▶ Prompt
Find the lines of data that contain the string "edges", then list them.
━━━━━ Exercise materials
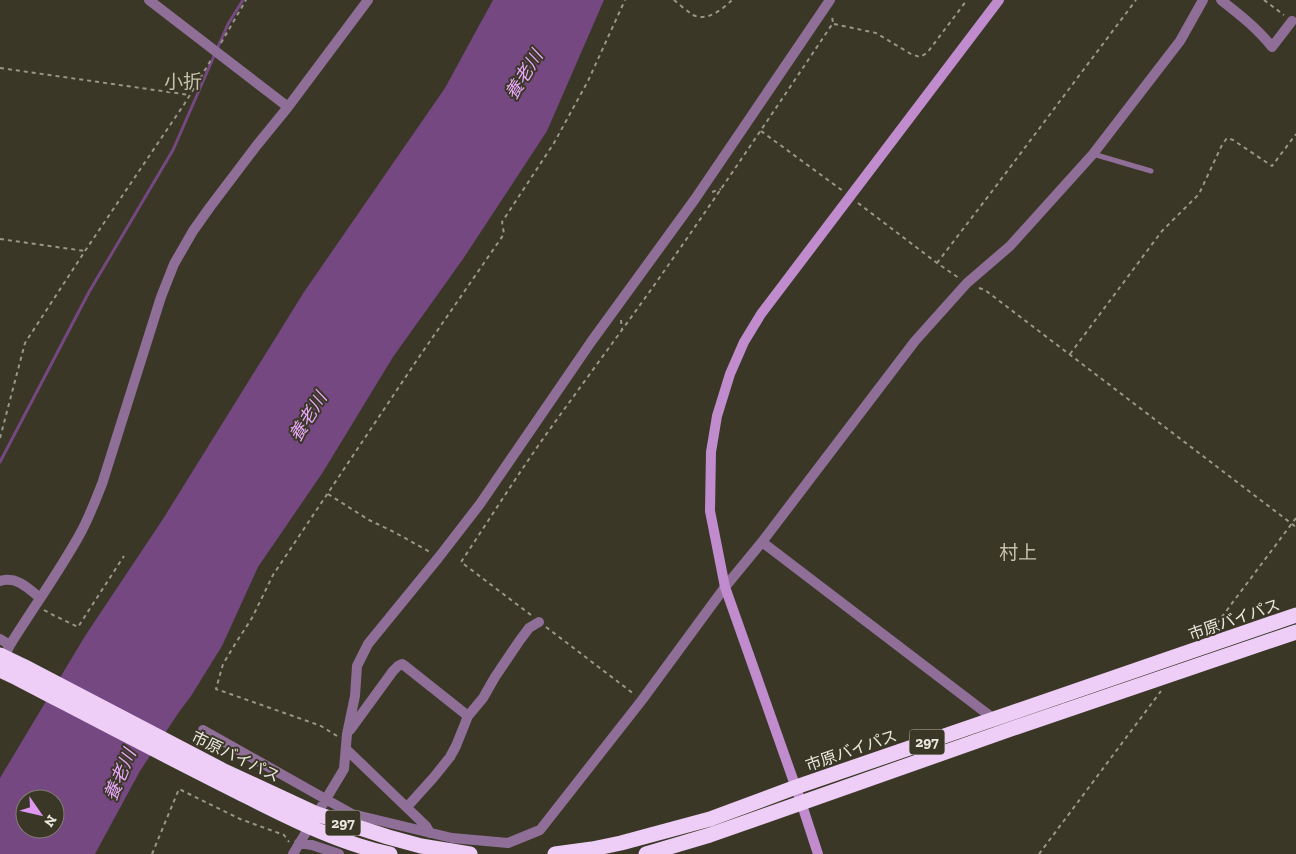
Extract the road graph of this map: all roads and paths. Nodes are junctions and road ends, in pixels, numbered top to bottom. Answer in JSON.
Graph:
{"nodes":[{"id":1,"x":149,"y":0,"type":"edge"},
{"id":2,"x":246,"y":0,"type":"edge"},
{"id":3,"x":368,"y":0,"type":"edge"},
{"id":4,"x":625,"y":0,"type":"edge"},
{"id":5,"x":674,"y":0,"type":"edge"},
{"id":6,"x":732,"y":0,"type":"edge"},
{"id":7,"x":830,"y":0,"type":"edge"},
{"id":8,"x":966,"y":0,"type":"edge"},
{"id":9,"x":999,"y":0,"type":"edge"},
{"id":10,"x":1136,"y":0,"type":"edge"},
{"id":11,"x":1203,"y":0,"type":"edge"},
{"id":12,"x":1221,"y":0,"type":"edge"},
{"id":13,"x":1264,"y":0,"type":"edge"},
{"id":14,"x":832,"y":16,"type":"dead end"},
{"id":15,"x":1292,"y":21,"type":"joint"},
{"id":16,"x":833,"y":24,"type":"junction"},
{"id":17,"x":216,"y":51,"type":"junction"},
{"id":18,"x":0,"y":68,"type":"edge"},
{"id":19,"x":190,"y":95,"type":"junction"},
{"id":20,"x":288,"y":107,"type":"junction"},
{"id":21,"x":761,"y":131,"type":"junction"},
{"id":22,"x":1296,"y":134,"type":"edge"},
{"id":23,"x":1092,"y":154,"type":"junction"},
{"id":24,"x":1151,"y":171,"type":"dead end"},
{"id":25,"x":850,"y":196,"type":"junction"},
{"id":26,"x":0,"y":239,"type":"edge"},
{"id":27,"x":85,"y":251,"type":"junction"},
{"id":28,"x":937,"y":263,"type":"junction"},
{"id":29,"x":967,"y":283,"type":"junction"},
{"id":30,"x":1070,"y":354,"type":"junction"},
{"id":31,"x":0,"y":438,"type":"edge"},
{"id":32,"x":328,"y":494,"type":"junction"},
{"id":33,"x":1296,"y":518,"type":"edge"},
{"id":34,"x":1292,"y":524,"type":"junction"},
{"id":35,"x":1296,"y":527,"type":"edge"},
{"id":36,"x":762,"y":542,"type":"junction"},
{"id":37,"x":124,"y":556,"type":"dead end"},
{"id":38,"x":439,"y":557,"type":"junction"},
{"id":39,"x":0,"y":581,"type":"edge"},
{"id":40,"x":726,"y":587,"type":"junction"},
{"id":41,"x":38,"y":601,"type":"junction"},
{"id":42,"x":1296,"y":615,"type":"edge"},
{"id":43,"x":539,"y":622,"type":"junction"},
{"id":44,"x":1296,"y":632,"type":"edge"},
{"id":45,"x":0,"y":639,"type":"edge"},
{"id":46,"x":1209,"y":646,"type":"junction"},
{"id":47,"x":4,"y":657,"type":"edge"},
{"id":48,"x":1164,"y":676,"type":"junction"},
{"id":49,"x":642,"y":700,"type":"junction"},
{"id":50,"x":468,"y":716,"type":"junction"},
{"id":51,"x":994,"y":719,"type":"junction"},
{"id":52,"x":203,"y":730,"type":"dead end"},
{"id":53,"x":346,"y":742,"type":"junction"},
{"id":54,"x":796,"y":787,"type":"junction"},
{"id":55,"x":326,"y":800,"type":"junction"},
{"id":56,"x":801,"y":802,"type":"junction"},
{"id":57,"x":407,"y":807,"type":"junction"},
{"id":58,"x":313,"y":821,"type":"junction"},
{"id":59,"x":430,"y":833,"type":"junction"},
{"id":60,"x":296,"y":849,"type":"edge"},
{"id":61,"x":152,"y":854,"type":"edge"},
{"id":62,"x":340,"y":854,"type":"edge"},
{"id":63,"x":390,"y":854,"type":"edge"},
{"id":64,"x":470,"y":854,"type":"edge"},
{"id":65,"x":555,"y":854,"type":"edge"},
{"id":66,"x":646,"y":854,"type":"edge"},
{"id":67,"x":818,"y":854,"type":"edge"},
{"id":68,"x":1039,"y":854,"type":"edge"}],
"edges":[{"from":1,"to":17,"type":"street"},
{"from":2,"to":17,"type":"path"},
{"from":3,"to":20,"type":"street"},
{"from":4,"to":32,"type":"path"},
{"from":5,"to":6,"type":"path"},
{"from":7,"to":38,"type":"street"},
{"from":8,"to":16,"type":"path"},
{"from":9,"to":25,"type":"street"},
{"from":10,"to":28,"type":"path"},
{"from":11,"to":23,"type":"street"},
{"from":12,"to":15,"type":"street"},
{"from":13,"to":15,"type":"path"},
{"from":14,"to":16,"type":"path"},
{"from":16,"to":21,"type":"path"},
{"from":17,"to":19,"type":"path"},
{"from":17,"to":20,"type":"street"},
{"from":18,"to":19,"type":"path"},
{"from":19,"to":27,"type":"path"},
{"from":20,"to":41,"type":"street"},
{"from":21,"to":25,"type":"path"},
{"from":21,"to":43,"type":"path"},
{"from":22,"to":30,"type":"path"},
{"from":23,"to":24,"type":"lane"},
{"from":23,"to":29,"type":"street"},
{"from":25,"to":28,"type":"path"},
{"from":25,"to":40,"type":"street"},
{"from":26,"to":27,"type":"path"},
{"from":27,"to":31,"type":"path"},
{"from":28,"to":29,"type":"path"},
{"from":29,"to":30,"type":"path"},
{"from":29,"to":36,"type":"street"},
{"from":30,"to":34,"type":"path"},
{"from":32,"to":38,"type":"path"},
{"from":32,"to":53,"type":"path"},
{"from":33,"to":34,"type":"path"},
{"from":34,"to":35,"type":"path"},
{"from":34,"to":46,"type":"path"},
{"from":36,"to":40,"type":"street"},
{"from":36,"to":51,"type":"street"},
{"from":37,"to":41,"type":"path"},
{"from":38,"to":53,"type":"street"},
{"from":39,"to":41,"type":"street"},
{"from":40,"to":49,"type":"street"},
{"from":40,"to":54,"type":"street"},
{"from":41,"to":47,"type":"street"},
{"from":42,"to":46,"type":"highway","name":"市原バイパス","number":"297"},
{"from":43,"to":49,"type":"path"},
{"from":43,"to":50,"type":"street"},
{"from":44,"to":48,"type":"highway","name":"市原バイパス","number":"297"},
{"from":45,"to":47,"type":"street"},
{"from":46,"to":51,"type":"highway","name":"市原バイパス","number":"297"},
{"from":47,"to":58,"type":"highway","name":"市原バイパス","number":"297"},
{"from":48,"to":56,"type":"highway","name":"市原バイパス","number":"297"},
{"from":48,"to":68,"type":"path"},
{"from":49,"to":59,"type":"street"},
{"from":50,"to":53,"type":"street"},
{"from":50,"to":57,"type":"street"},
{"from":51,"to":54,"type":"highway","name":"市原バイパス","number":"297"},
{"from":52,"to":55,"type":"street"},
{"from":53,"to":55,"type":"street"},
{"from":53,"to":57,"type":"street"},
{"from":54,"to":56,"type":"street"},
{"from":54,"to":65,"type":"highway","name":"市原バイパス","number":"297"},
{"from":55,"to":58,"type":"street"},
{"from":55,"to":59,"type":"street"},
{"from":56,"to":66,"type":"highway","name":"市原バイパス","number":"297"},
{"from":56,"to":67,"type":"street"},
{"from":57,"to":59,"type":"street"},
{"from":58,"to":60,"type":"street"},
{"from":58,"to":63,"type":"highway","name":"市原バイパス","number":"297"},
{"from":58,"to":64,"type":"highway","name":"市原バイパス","number":"297"},
{"from":60,"to":61,"type":"path"},
{"from":60,"to":62,"type":"street"}]}
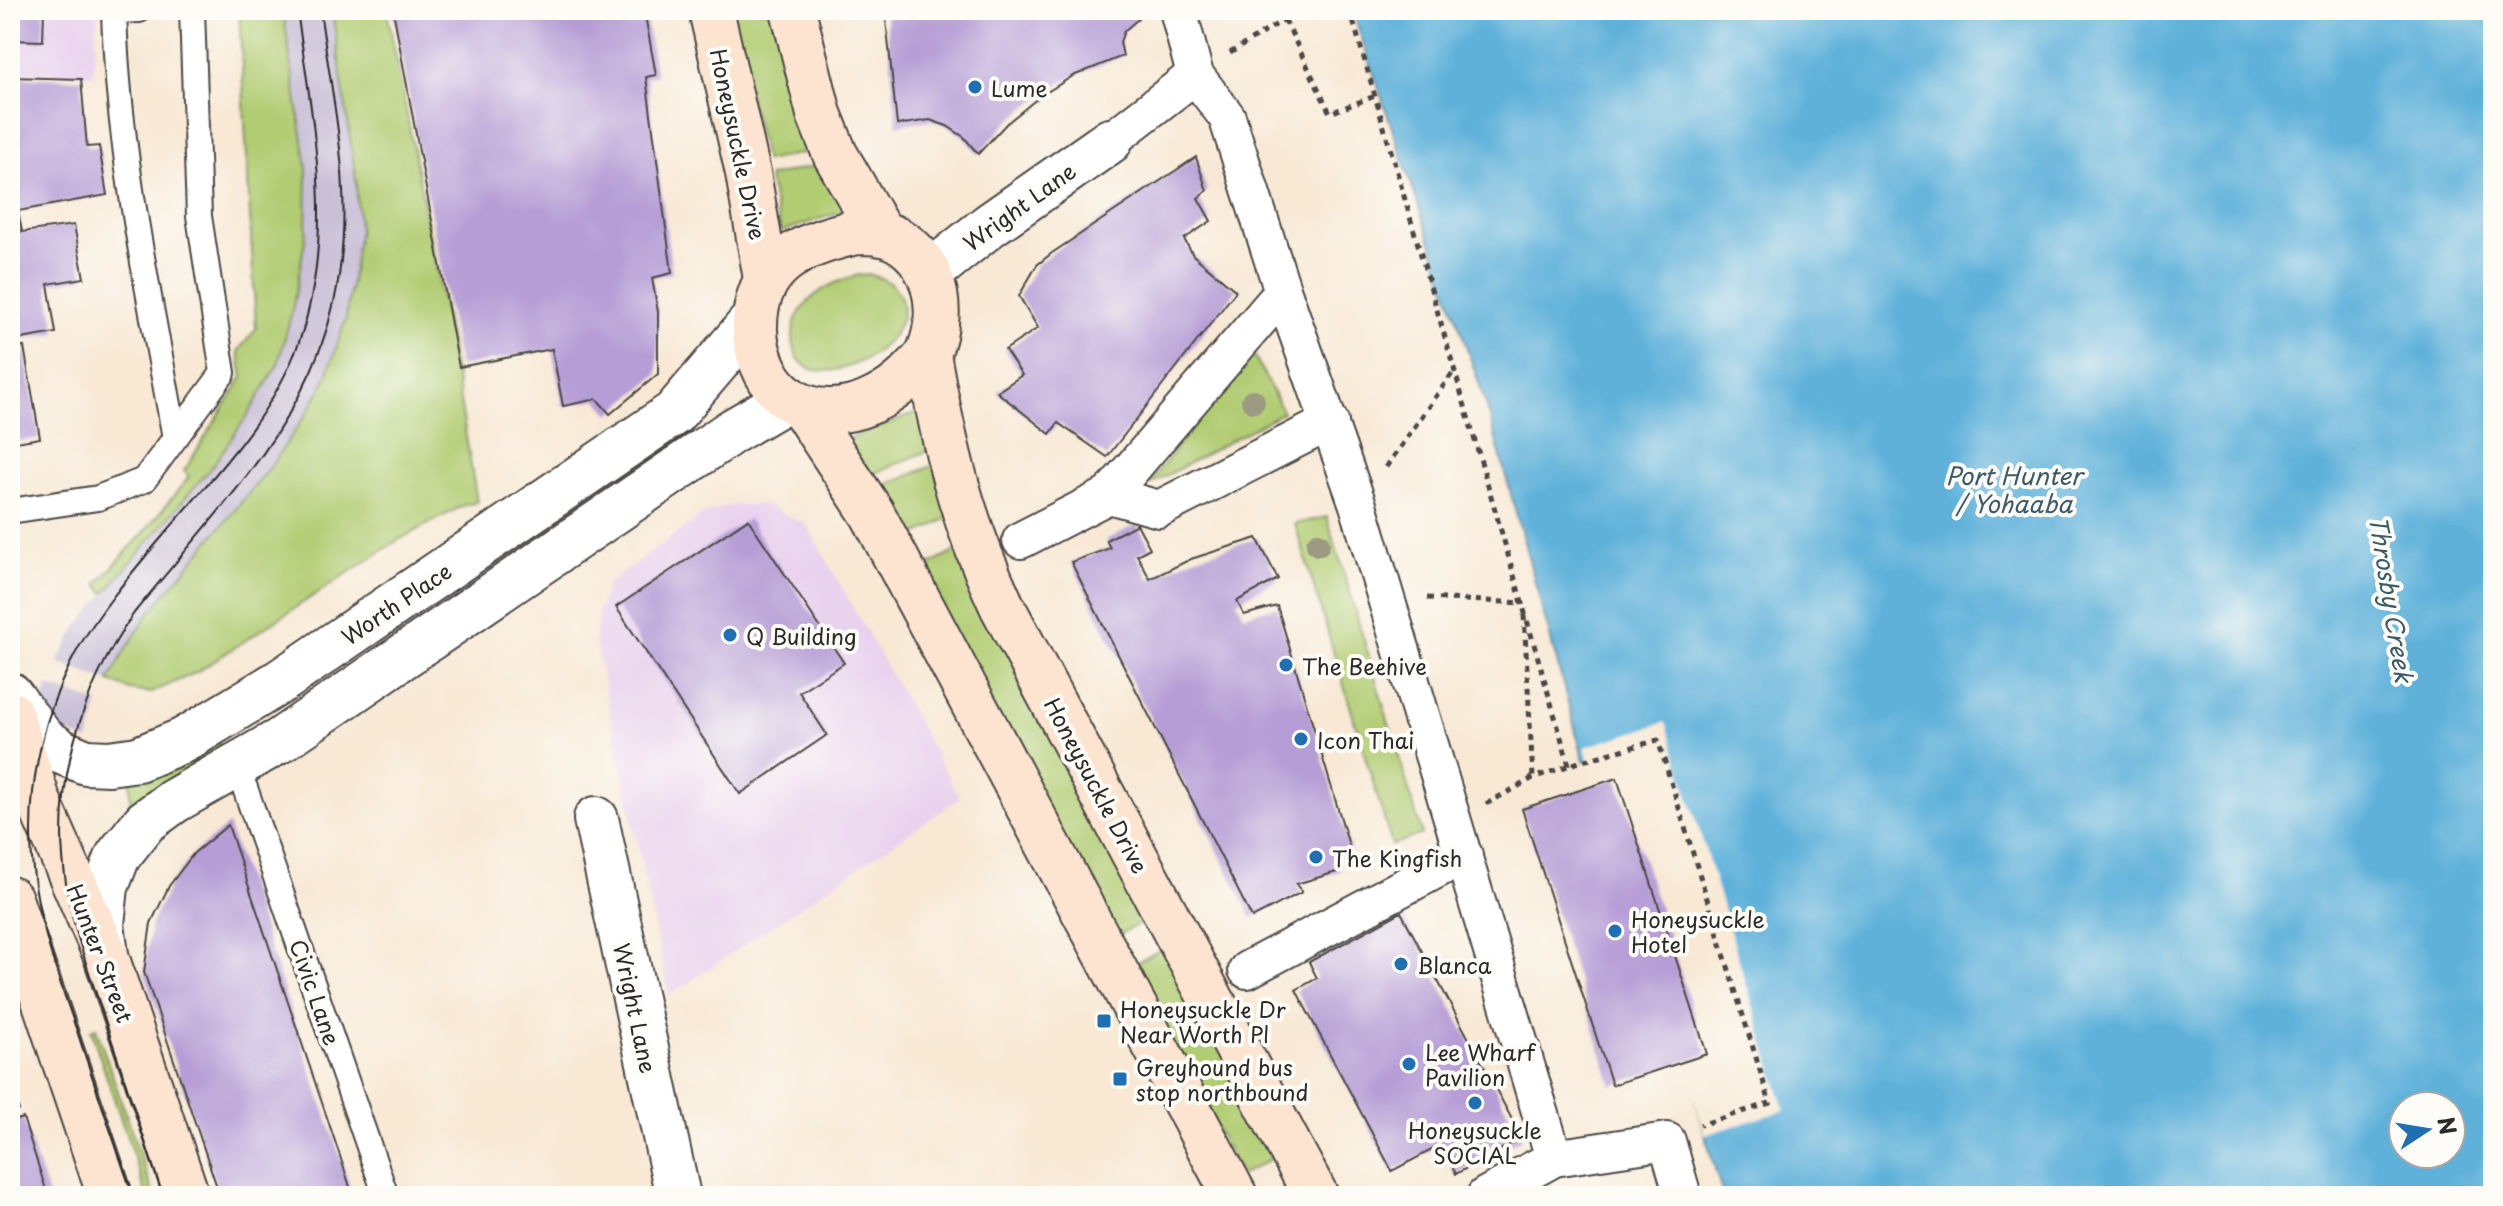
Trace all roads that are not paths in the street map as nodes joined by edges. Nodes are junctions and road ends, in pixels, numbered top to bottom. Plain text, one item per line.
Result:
1 (139, 10) edge
2 (192, 10) edge
3 (711, 10) edge
4 (793, 10) edge
5 (1178, 10) edge
6 (1195, 75) junction
7 (1110, 141) joint
8 (881, 234) junction
9 (930, 273) junction
10 (1283, 292) junction
11 (760, 299) junction
12 (928, 354) junction
13 (795, 401) junction
14 (1330, 422) junction
15 (175, 438) junction
16 (1109, 495) junction
17 (10, 511) edge
18 (1021, 540) dead end
19 (10, 695) edge
20 (10, 713) edge
21 (240, 778) junction
22 (596, 819) dead end
23 (1458, 838) junction
24 (10, 899) edge
25 (106, 956) junction
26 (1247, 970) dead end
27 (1554, 1158) junction
28 (110, 1196) edge
29 (187, 1196) edge
30 (386, 1196) edge
31 (678, 1196) edge
32 (1235, 1196) edge
33 (1316, 1196) edge
34 (1485, 1196) edge
35 (1683, 1196) edge

1 - 15 lane
2 - 15 lane
3 - 11 main road, Honeysuckle Drive
4 - 8 main road
5 - 6 street
6 - 7 street
6 - 10 street
7 - 9 street, Wright Lane
8 - 9 main road
8 - 11 main road
9 - 12 main road
10 - 14 street
10 - 16 street
11 - 13 main road
11 - 19 street, Worth Place
12 - 13 main road
12 - 33 main road, Honeysuckle Drive
13 - 21 street
13 - 32 main road
14 - 16 street
14 - 23 street
15 - 17 lane
16 - 18 street
20 - 25 main road, Hunter Street
21 - 25 street
21 - 30 lane, Civic Lane
22 - 31 street, Wright Lane
23 - 26 street
23 - 27 street
24 - 28 main road
25 - 29 main road, Hunter Street
27 - 34 street
27 - 35 street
━━━━━━━━━━
▶ Answer section
"edges":[{"from":1,"to":17,"type":"street"},
Trace all roads that are not paths in the street map as nodes joined by edges. Nodes are junctions and road ends, in pixels, numbered top to bottom. Plain text, one item per line.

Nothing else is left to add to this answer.